Private property had by then acquired greater significance, partially as a result of the combined effect of the deterioration in living standards in the capital and the inflow of hard earned remittances from abroad. It was in Ramadan, the fasting month when believers are encouraged to share in the woes of the less fortunate by abstaining from food and drink from dawn to dusk, that the discrepancies between an emerging class of particularly pious nouveau riches and the sin-inclined majority were glaringly on display. Electricity generators and air conditioners turned Ramadan into a vacation of indulgence for the few while chronic power and water cuts kept the left behind permanently praying. Some envious evil-doers were even tempted to sabotage those beastly generators in order to silence their exhibitionist noise, torture pure that robbed the sinners destined to endure the glowing coals of Ramadan unmediated by modern devices of their only consolation, sleep.
The ideology of the remittance economy featured on one hand a jealous passion for private property and on the other confirmed faith in the infinite wisdom and superiority of sharia. Fidelity to sharia was perceived in this context as the reason behind a divine welfare scheme for the good Moslems of the Arab Gulf and its disregard as one definitive cause for Allah’s wrath towards the bad Moslems of Sudan. Echoes of the same notion are still operative today and can be discerned in the controversial statements of the one member of parliament who at least has something remarkable to say compared to the party-line parrots in the house, Dafalla Hasab al-Rasoul. The punitive sharia regime introduced by Nimayri in September 1983 functioned in part as a tool to safeguard the wealth of the nouveau riches from the extended hands of the rabble. The prompt justice courts manned by power-hungry sharia judges were welcomed as such by this powerful constituency at a time when the Sudanese judiciary was triple crippled, overwhelmed by the sheer number of criminal cases awaiting adjudication, depopulated by its Gordonian-trained staff of judges and prosecutors who found more attractive employment in the Arab Gulf and paralyzed by the intermittent strikes of those who held out.

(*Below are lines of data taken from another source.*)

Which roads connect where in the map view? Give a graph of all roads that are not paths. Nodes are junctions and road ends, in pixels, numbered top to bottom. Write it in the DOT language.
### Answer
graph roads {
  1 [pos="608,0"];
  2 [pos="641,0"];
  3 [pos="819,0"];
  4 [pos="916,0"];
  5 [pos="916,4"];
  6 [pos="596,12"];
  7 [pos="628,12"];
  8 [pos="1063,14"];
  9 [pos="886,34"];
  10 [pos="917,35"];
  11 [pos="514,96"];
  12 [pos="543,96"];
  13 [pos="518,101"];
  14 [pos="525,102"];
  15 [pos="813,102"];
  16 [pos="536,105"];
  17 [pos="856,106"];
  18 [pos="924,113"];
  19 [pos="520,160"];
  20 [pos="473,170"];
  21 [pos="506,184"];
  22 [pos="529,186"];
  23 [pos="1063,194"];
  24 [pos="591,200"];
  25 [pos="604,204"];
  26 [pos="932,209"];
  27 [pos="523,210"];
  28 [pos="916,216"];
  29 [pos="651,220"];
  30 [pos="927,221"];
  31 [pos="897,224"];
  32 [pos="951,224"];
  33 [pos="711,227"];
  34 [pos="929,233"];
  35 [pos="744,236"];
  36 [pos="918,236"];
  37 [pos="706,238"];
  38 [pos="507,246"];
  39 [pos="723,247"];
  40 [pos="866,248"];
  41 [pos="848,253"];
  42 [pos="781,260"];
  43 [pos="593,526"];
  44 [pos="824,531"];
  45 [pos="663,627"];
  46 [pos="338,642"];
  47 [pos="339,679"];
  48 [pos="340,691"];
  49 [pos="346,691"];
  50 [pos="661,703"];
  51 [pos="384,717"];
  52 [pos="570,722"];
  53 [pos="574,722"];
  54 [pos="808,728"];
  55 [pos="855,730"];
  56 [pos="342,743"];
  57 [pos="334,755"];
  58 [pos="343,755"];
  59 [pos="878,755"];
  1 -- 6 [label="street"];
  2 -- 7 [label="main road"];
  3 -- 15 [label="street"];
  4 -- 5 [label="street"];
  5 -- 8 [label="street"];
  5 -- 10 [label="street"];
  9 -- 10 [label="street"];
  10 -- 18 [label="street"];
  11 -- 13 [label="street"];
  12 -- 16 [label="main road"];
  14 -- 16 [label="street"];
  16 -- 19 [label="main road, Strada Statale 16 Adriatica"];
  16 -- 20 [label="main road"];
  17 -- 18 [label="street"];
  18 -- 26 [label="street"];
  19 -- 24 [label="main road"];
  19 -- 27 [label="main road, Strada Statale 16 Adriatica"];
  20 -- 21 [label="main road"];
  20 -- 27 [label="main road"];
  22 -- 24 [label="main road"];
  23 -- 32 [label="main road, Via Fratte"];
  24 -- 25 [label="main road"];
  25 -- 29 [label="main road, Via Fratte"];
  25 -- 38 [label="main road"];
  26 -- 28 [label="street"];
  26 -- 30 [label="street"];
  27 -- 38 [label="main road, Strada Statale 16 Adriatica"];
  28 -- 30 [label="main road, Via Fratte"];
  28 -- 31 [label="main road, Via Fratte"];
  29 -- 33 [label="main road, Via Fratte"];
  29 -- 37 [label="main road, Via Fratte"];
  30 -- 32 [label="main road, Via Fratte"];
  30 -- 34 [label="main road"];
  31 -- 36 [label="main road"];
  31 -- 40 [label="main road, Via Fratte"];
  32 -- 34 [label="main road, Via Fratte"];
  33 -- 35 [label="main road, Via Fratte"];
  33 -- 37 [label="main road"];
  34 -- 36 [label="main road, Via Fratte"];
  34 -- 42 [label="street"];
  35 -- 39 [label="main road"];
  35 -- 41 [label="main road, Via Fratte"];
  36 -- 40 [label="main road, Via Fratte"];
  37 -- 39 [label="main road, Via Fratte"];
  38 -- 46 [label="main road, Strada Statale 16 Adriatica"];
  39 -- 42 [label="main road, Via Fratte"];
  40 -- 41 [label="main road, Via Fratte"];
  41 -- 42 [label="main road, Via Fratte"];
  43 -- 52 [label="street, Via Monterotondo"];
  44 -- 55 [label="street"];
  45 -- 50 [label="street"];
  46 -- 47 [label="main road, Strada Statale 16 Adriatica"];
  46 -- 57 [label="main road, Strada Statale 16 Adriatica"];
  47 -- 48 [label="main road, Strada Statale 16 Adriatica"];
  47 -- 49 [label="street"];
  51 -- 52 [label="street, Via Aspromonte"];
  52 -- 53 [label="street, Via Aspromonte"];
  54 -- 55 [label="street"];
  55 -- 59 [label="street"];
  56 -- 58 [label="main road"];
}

Today, even sharia seems incapable of disciplining Khartoum’s armed gangs, the professionals who have slipped out of the subversive civility of the likes of Hasan to join a global knighthood of adroit operators. Last year a troop of such men and women targeted the house of the NCP heavyweight Qutbi al-Mahdi, a Canadian citizen, and managed to get away with a cache of foreign currencies and gold. They security services eventually captured some of them but the trial proceedings proved a greater embarrassment for Qutbi than for the ‘criminals’ behind bars. I suppose Bertolt Brecht’s resonating indictment “What is the robbing of a bank compared to the founding of a bank?” would have served them well in court. “Hungry man, reach for the book, it is a weapon,” he also said. Hasan recently passed away in an Omdurman hospital. Farewell ya my friend.